** Opening THE INPUT block **

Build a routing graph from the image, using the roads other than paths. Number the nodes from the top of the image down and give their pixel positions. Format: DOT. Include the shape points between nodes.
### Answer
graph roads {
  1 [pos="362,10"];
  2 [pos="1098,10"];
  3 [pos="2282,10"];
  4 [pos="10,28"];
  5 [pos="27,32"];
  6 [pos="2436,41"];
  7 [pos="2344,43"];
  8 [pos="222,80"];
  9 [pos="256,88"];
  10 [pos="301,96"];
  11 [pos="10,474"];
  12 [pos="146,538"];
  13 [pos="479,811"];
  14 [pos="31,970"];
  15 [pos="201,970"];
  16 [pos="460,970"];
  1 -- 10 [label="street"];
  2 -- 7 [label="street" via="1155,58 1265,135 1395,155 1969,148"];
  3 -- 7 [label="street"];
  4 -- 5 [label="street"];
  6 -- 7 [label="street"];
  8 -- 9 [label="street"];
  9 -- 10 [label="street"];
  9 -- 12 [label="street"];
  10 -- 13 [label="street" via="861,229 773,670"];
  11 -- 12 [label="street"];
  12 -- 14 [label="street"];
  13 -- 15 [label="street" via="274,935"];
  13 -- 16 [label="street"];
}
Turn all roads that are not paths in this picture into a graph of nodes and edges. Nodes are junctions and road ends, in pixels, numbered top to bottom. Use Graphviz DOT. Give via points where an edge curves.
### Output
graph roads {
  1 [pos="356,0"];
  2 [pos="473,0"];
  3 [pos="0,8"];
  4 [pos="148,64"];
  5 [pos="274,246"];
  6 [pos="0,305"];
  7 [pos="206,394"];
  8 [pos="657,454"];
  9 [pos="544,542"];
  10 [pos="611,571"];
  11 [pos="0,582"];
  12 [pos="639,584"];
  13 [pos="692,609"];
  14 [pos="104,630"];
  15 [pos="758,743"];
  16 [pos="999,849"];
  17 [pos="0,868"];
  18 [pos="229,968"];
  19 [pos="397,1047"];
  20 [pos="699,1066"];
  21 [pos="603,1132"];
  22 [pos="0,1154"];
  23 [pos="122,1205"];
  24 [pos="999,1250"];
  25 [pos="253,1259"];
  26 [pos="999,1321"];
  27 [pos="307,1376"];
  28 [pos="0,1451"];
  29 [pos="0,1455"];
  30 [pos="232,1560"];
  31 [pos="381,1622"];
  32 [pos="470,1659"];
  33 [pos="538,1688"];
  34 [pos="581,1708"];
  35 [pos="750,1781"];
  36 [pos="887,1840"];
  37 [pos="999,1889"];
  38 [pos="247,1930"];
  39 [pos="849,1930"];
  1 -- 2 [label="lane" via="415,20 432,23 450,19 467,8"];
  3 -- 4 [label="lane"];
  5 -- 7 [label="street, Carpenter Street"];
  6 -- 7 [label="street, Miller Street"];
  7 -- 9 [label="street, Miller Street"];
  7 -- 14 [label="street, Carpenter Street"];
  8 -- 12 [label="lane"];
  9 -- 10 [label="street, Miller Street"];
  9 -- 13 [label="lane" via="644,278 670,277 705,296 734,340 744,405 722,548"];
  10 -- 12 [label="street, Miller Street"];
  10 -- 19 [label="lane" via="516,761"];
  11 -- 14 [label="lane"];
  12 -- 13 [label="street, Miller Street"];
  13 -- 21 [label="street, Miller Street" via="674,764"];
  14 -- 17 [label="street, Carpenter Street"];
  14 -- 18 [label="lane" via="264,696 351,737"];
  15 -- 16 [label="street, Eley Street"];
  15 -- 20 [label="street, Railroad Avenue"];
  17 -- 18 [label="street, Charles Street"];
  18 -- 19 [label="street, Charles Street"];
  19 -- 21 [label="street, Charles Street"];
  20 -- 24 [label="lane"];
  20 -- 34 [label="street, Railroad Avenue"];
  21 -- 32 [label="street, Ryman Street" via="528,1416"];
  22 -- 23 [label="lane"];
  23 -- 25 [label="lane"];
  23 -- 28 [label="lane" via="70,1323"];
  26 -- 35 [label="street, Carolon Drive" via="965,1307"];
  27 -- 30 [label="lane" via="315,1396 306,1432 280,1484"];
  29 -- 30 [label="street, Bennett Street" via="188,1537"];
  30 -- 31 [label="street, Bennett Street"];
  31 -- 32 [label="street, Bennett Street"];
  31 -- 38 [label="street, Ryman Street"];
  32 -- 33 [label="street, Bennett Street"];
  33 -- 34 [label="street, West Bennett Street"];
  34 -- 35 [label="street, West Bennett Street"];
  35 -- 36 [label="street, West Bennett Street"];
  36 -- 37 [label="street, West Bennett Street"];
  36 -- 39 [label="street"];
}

** Closing THE INPUT block **

◆ **BRIEF**
The required output is a copy of each line in the records where the string "Railroad" occurs.

◆ **RESULT BELOW**
  15 -- 20 [label="street, Railroad Avenue"];
  20 -- 34 [label="street, Railroad Avenue"];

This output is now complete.